![]() |
| Klarifikasi pihak CV. Persada Tunggal Abadi terkait Galian C di Desa Sayutan |
Magetan, beritagress.com-Konflik tambang galian C di Desa Sayutan, Kecamatan Parang, Kabupaten Magetan, kini memasuki babak yang semakin panas. Di tengah gelombang penolakan warga yang menuntut penghentian aktivitas tambang dan pengusiran alat berat dari lokasi, pihak CV Persada Tunggal Abadi akhirnya angkat bicara dan memberikan klarifikasi keras atas berbagai tudingan yang berkembang di tengah masyarakat.

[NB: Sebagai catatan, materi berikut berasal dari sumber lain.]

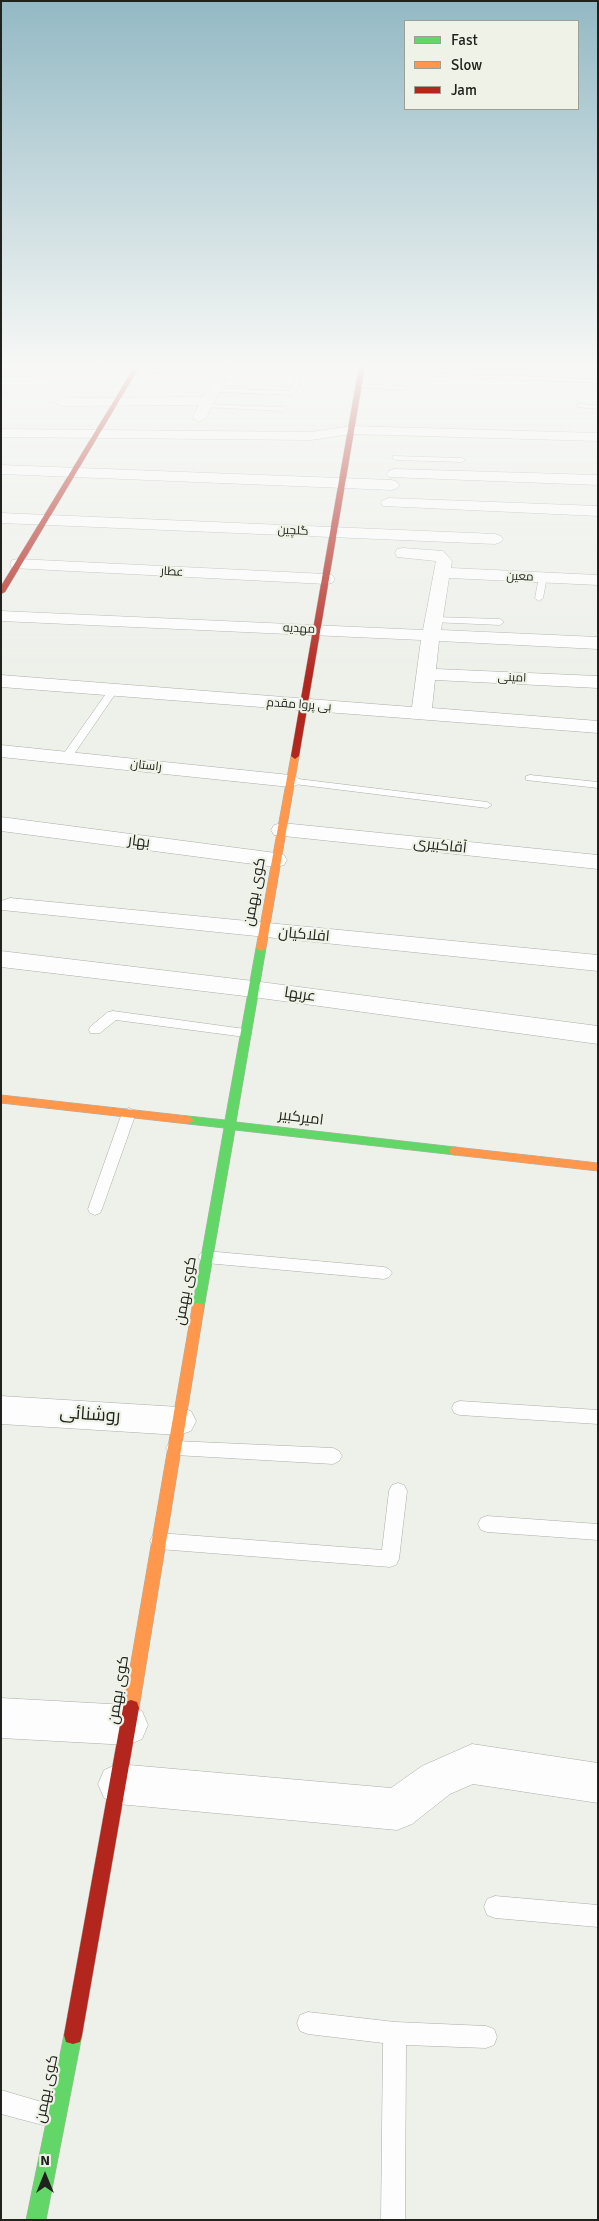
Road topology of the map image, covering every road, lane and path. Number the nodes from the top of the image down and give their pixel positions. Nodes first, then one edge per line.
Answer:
1 (17, 470) edge
2 (345, 470) edge
3 (407, 470) edge
4 (74, 472) junction
5 (394, 472) junction
6 (598, 480) edge
7 (343, 482) junction
8 (389, 503) junction
9 (598, 511) edge
10 (1, 518) edge
11 (45, 520) junction
12 (334, 532) junction
13 (384, 535) junction
14 (495, 539) dead end
15 (11, 570) edge
16 (442, 574) junction
17 (543, 578) junction
18 (326, 579) junction
19 (598, 580) edge
20 (1, 592) edge
21 (539, 598) dead end
22 (1, 616) edge
23 (500, 622) dead end
24 (432, 628) junction
25 (318, 630) junction
26 (598, 643) edge
27 (426, 674) junction
28 (1, 681) edge
29 (598, 682) edge
30 (113, 690) junction
31 (304, 705) junction
32 (421, 714) junction
33 (598, 727) edge
34 (1, 751) edge
35 (66, 758) junction
36 (530, 778) dead end
37 (290, 781) junction
38 (598, 785) edge
39 (486, 805) dead end
40 (1, 824) edge
41 (282, 830) junction
42 (276, 860) junction
43 (598, 862) edge
44 (10, 905) dead end
45 (264, 931) junction
46 (1, 959) edge
47 (598, 963) edge
48 (253, 989) junction
49 (95, 1030) dead end
50 (245, 1032) junction
51 (598, 1034) edge
52 (1, 1099) edge
53 (129, 1113) junction
54 (228, 1124) junction
55 (598, 1167) edge
56 (95, 1209) dead end
57 (206, 1257) junction
58 (384, 1273) dead end
59 (460, 1408) dead end
60 (1, 1410) edge
61 (598, 1417) edge
62 (177, 1434) junction
63 (333, 1456) dead end
64 (398, 1490) dead end
65 (487, 1524) dead end
66 (598, 1532) edge
67 (159, 1541) junction
68 (1, 1718) edge
69 (128, 1725) junction
70 (598, 1783) edge
71 (118, 1784) junction
72 (495, 1907) dead end
73 (598, 1916) edge
74 (308, 2023) dead end
75 (395, 2033) junction
76 (486, 2037) dead end
77 (1, 2102) edge
78 (58, 2117) junction
79 (36, 2220) edge
80 (393, 2220) edge

1 - 4 street
2 - 7 street, کوی بهمن
3 - 5 lane
4 - 7 street
4 - 11 street
5 - 6 street
5 - 7 street
5 - 8 street
7 - 12 street, کوی بهمن
8 - 9 street
8 - 13 street
10 - 11 street, گلچین
11 - 12 street, گلچین
11 - 15 street
12 - 13 street, گلچین
12 - 18 street, کوی بهمن
13 - 14 street, گلچین
13 - 16 street
15 - 18 street, عطار
15 - 20 street
16 - 17 street, معین
16 - 24 street
17 - 19 street, معین
17 - 21 lane
18 - 25 street, کوی بهمن
22 - 25 street, مهدیه
23 - 24 lane
24 - 25 street, مهدیه
24 - 26 street, مهدیه
24 - 27 street
25 - 31 street, کوی بهمن
27 - 29 street, امینی
27 - 32 street
28 - 30 street, بی پروا مقدم
30 - 31 street, بی پروا مقدم
30 - 35 lane
31 - 32 street, بی پروا مقدم
31 - 37 street, کوی بهمن
32 - 33 street, بی پروا مقدم
34 - 35 street, راستان
35 - 37 street, راستان
36 - 38 lane
37 - 39 lane
37 - 41 street, کوی بهمن
40 - 42 street, بهار
41 - 42 street, کوی بهمن
41 - 43 street, آقاکبیری
42 - 45 street, کوی بهمن
44 - 45 street, افلاکیان
45 - 47 street, افلاکیان
45 - 48 street, کوی بهمن
46 - 48 street, عربها
48 - 50 street, کوی بهمن
48 - 51 street, عربها
49 - 50 lane
50 - 54 street, کوی بهمن
52 - 53 street, امیرکبیر
53 - 54 street, امیرکبیر
53 - 56 lane
54 - 55 street, امیرکبیر
54 - 57 street, کوی بهمن
57 - 58 lane
57 - 62 street, کوی بهمن
59 - 61 lane
60 - 62 street, روشنائی
62 - 63 lane
62 - 67 street, کوی بهمن
64 - 67 lane
65 - 66 lane
67 - 69 street, کوی بهمن
68 - 69 street
69 - 71 street, کوی بهمن
70 - 71 street
71 - 78 street, کوی بهمن
72 - 73 lane
74 - 75 lane
75 - 76 lane
75 - 80 lane
77 - 78 lane
78 - 79 street, کوی بهمن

Meski tekanan warga terus menguat, pihak perusahaan menegaskan bahwa aktivitas pertambangan yang dijalankan bukan kegiatan ilegal maupun operasi sembunyi-sembunyi. Tim kerja CV Persada Tunggal Abadi, Sicuanto, menyatakan perusahaan berjalan dengan dasar hukum dan perizinan resmi yang sah.
“Perusahaan ini bekerja sesuai aturan dan legalitas yang berlaku. Jadi jangan sampai muncul kesan seolah-olah kami melakukan aktivitas ilegal. Semua proses sudah ditempuh sesuai mekanisme,” tegas Sicuanto saat klarifikasi di hadapan awak media, Sabtu (6/6/2026)
Ia juga menepis anggapan bahwa perusahaan mengabaikan dampak sosial yang muncul di tengah masyarakat. Menurutnya, sejak awal operasional, pihak perusahaan telah melakukan komunikasi dengan warga terdampak serta memberikan kompensasi dalam berbagai bentuk.
Mulai dari kontribusi per rit kendaraan pengangkut material, perbaikan jalan yang terdampak aktivitas tambang, hingga penggantian tanaman milik warga yang terkena dampak pengerukan, disebut telah dilakukan perusahaan sebagai bentuk tanggung jawab.
“Warga terdampak tetap kami perhatikan. Ada kompensasi, ada perbaikan jalan, ada ganti rugi tanaman. Jadi tidak benar kalau perusahaan dianggap menutup mata terhadap dampak yang muncul,” ujarnya.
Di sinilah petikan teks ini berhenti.